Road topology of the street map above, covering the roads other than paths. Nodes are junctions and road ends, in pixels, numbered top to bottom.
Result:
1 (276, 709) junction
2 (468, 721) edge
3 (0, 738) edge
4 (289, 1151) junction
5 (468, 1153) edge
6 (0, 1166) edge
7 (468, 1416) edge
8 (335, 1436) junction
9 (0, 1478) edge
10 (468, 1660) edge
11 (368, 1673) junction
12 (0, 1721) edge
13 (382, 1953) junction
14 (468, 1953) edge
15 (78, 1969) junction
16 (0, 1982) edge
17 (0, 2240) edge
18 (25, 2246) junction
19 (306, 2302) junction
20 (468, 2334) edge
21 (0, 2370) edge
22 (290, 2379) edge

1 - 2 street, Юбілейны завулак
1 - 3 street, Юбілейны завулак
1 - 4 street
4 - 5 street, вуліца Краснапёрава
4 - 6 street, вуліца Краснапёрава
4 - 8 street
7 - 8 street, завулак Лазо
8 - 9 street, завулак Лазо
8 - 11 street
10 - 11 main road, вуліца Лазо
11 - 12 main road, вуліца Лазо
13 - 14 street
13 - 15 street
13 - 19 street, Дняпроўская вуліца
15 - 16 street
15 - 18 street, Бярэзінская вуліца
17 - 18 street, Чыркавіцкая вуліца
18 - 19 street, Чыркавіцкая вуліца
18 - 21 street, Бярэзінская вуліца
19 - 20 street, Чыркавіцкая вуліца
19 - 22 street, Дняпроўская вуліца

§ §

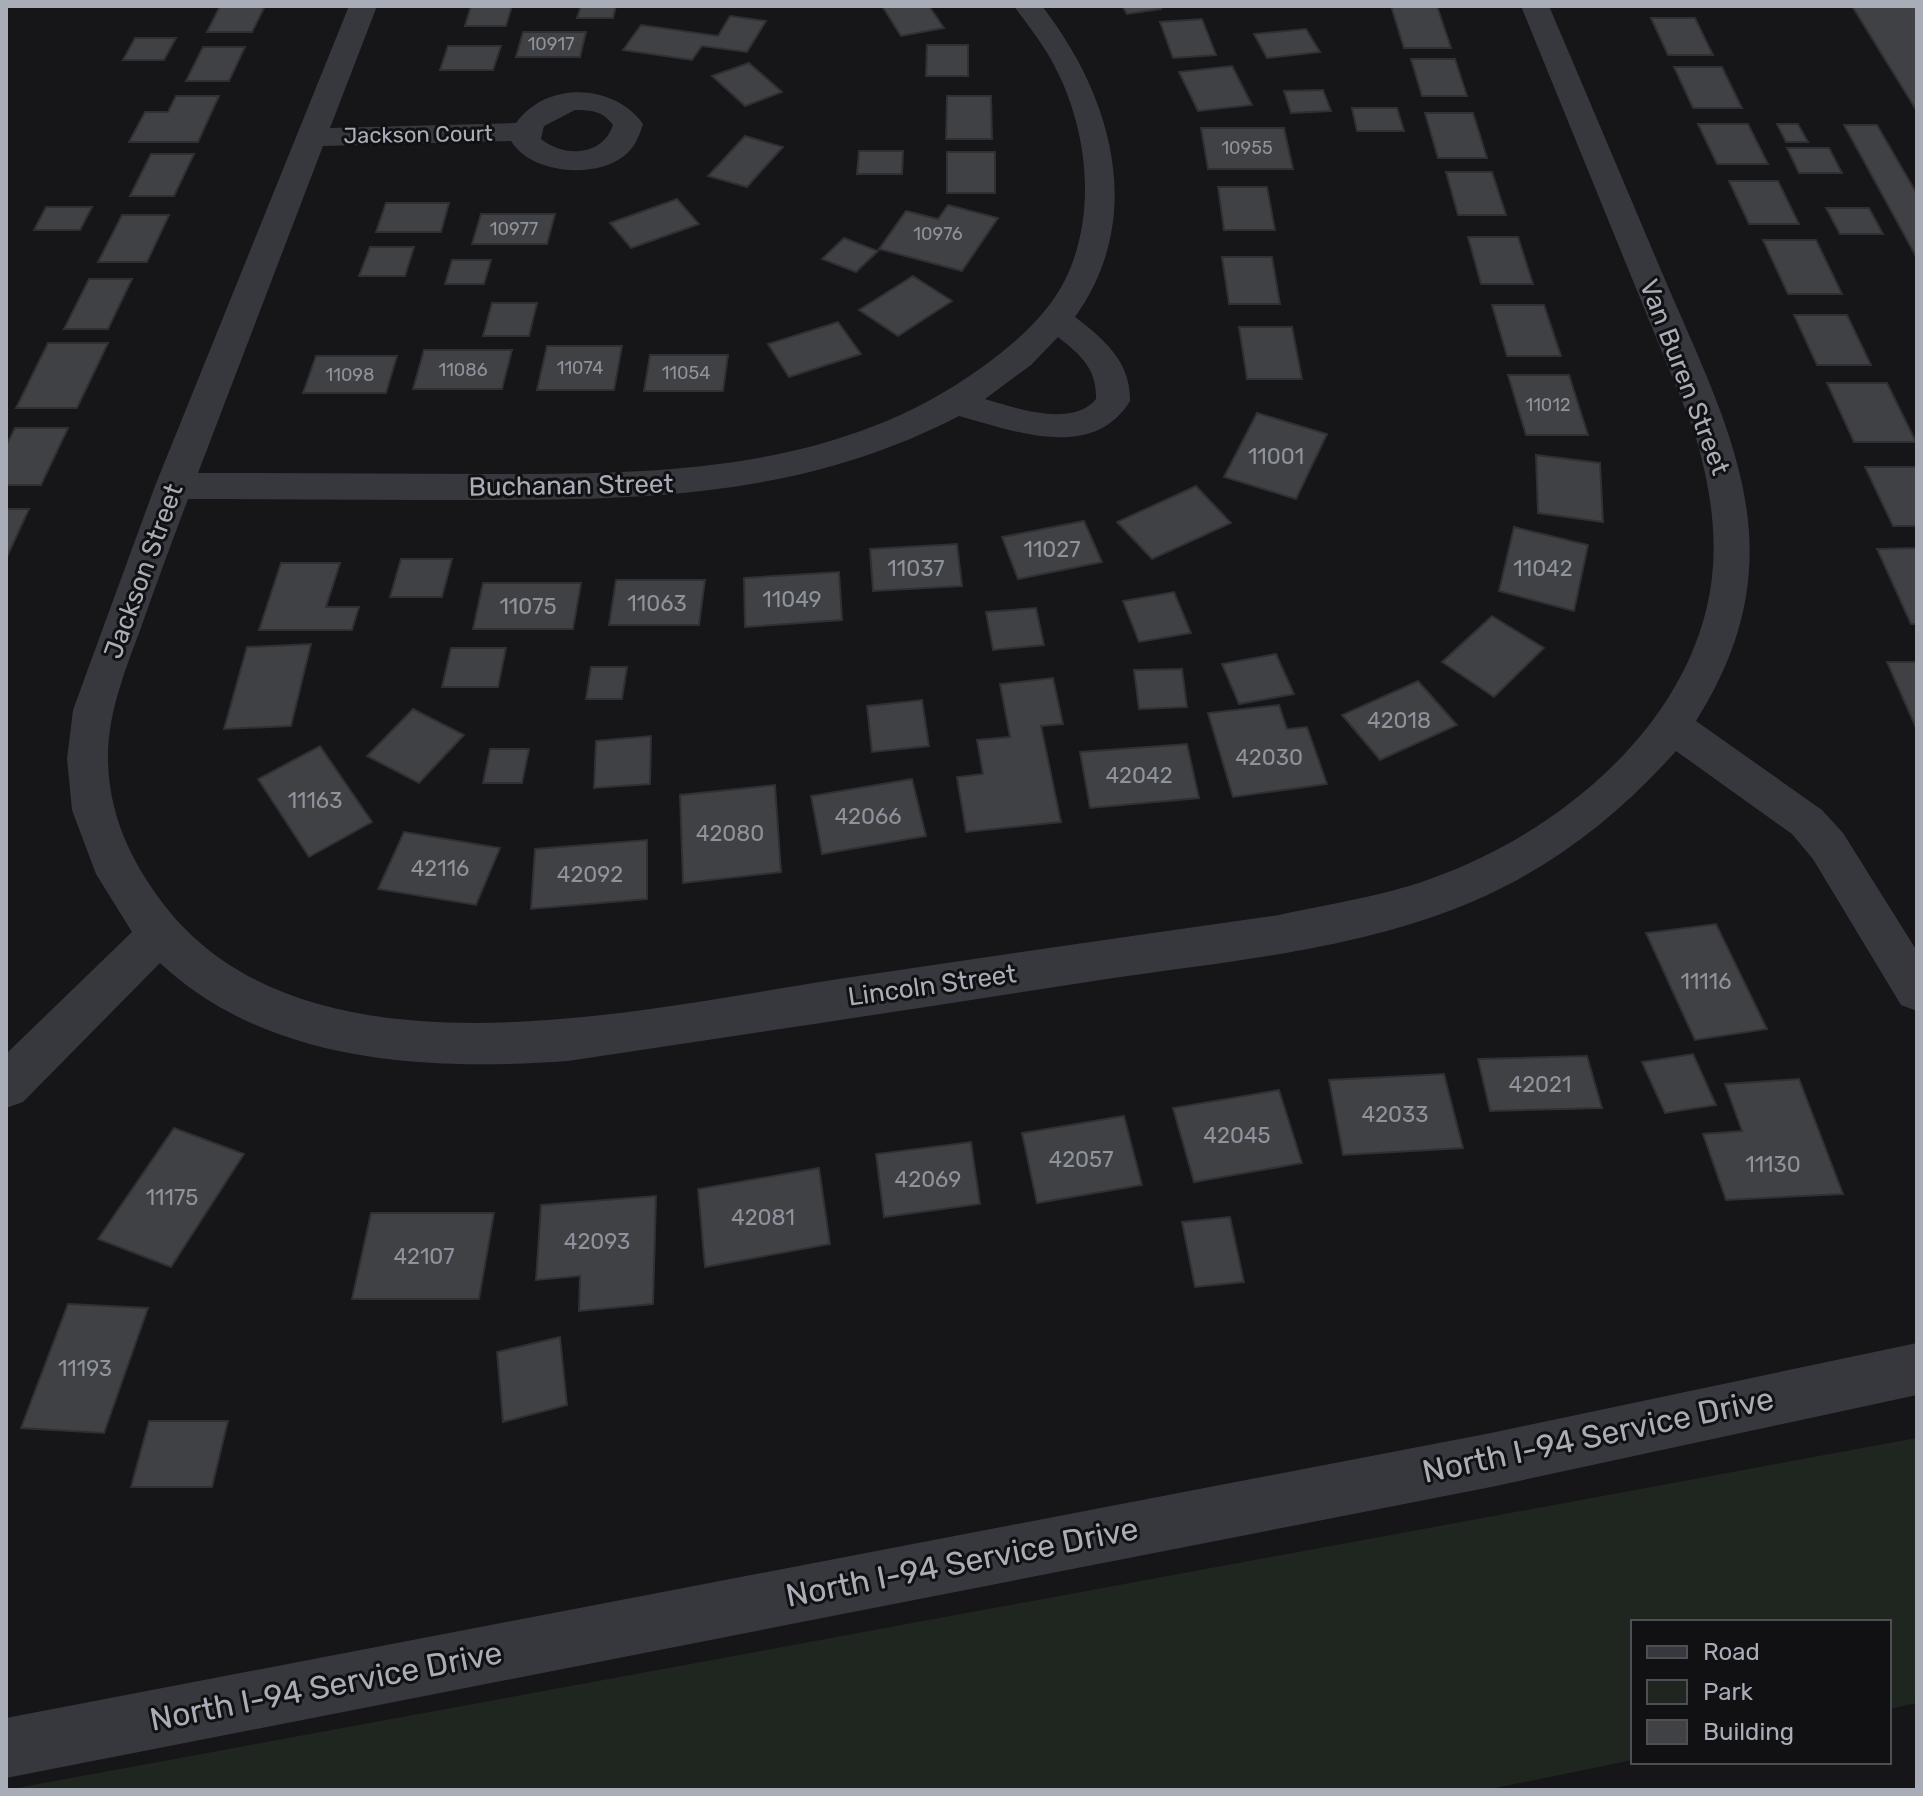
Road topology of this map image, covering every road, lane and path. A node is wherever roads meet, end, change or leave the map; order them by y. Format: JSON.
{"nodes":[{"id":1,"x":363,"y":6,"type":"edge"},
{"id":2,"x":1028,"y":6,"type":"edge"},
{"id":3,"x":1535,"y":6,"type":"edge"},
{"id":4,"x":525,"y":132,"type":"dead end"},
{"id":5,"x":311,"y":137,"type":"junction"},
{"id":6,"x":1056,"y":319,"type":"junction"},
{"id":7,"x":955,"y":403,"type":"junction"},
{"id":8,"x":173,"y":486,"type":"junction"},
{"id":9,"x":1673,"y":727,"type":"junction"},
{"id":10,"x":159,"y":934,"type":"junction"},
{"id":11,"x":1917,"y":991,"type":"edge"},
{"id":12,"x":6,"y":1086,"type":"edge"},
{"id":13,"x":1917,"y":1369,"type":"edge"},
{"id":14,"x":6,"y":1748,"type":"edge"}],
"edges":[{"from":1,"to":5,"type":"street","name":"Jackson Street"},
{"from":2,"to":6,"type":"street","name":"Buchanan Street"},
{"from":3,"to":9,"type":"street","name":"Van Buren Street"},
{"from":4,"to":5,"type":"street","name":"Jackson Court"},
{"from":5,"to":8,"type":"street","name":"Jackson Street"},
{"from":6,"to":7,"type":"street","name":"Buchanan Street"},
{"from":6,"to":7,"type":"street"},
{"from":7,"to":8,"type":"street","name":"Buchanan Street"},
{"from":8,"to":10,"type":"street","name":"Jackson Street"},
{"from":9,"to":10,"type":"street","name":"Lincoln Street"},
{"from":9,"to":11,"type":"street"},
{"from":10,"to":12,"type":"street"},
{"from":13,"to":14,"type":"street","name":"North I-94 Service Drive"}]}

§ §

### Problem:
From the data above, copy every line where "завулак" appears.

### Result of the task:
1 - 2 street, Юбілейны завулак
1 - 3 street, Юбілейны завулак
7 - 8 street, завулак Лазо
8 - 9 street, завулак Лазо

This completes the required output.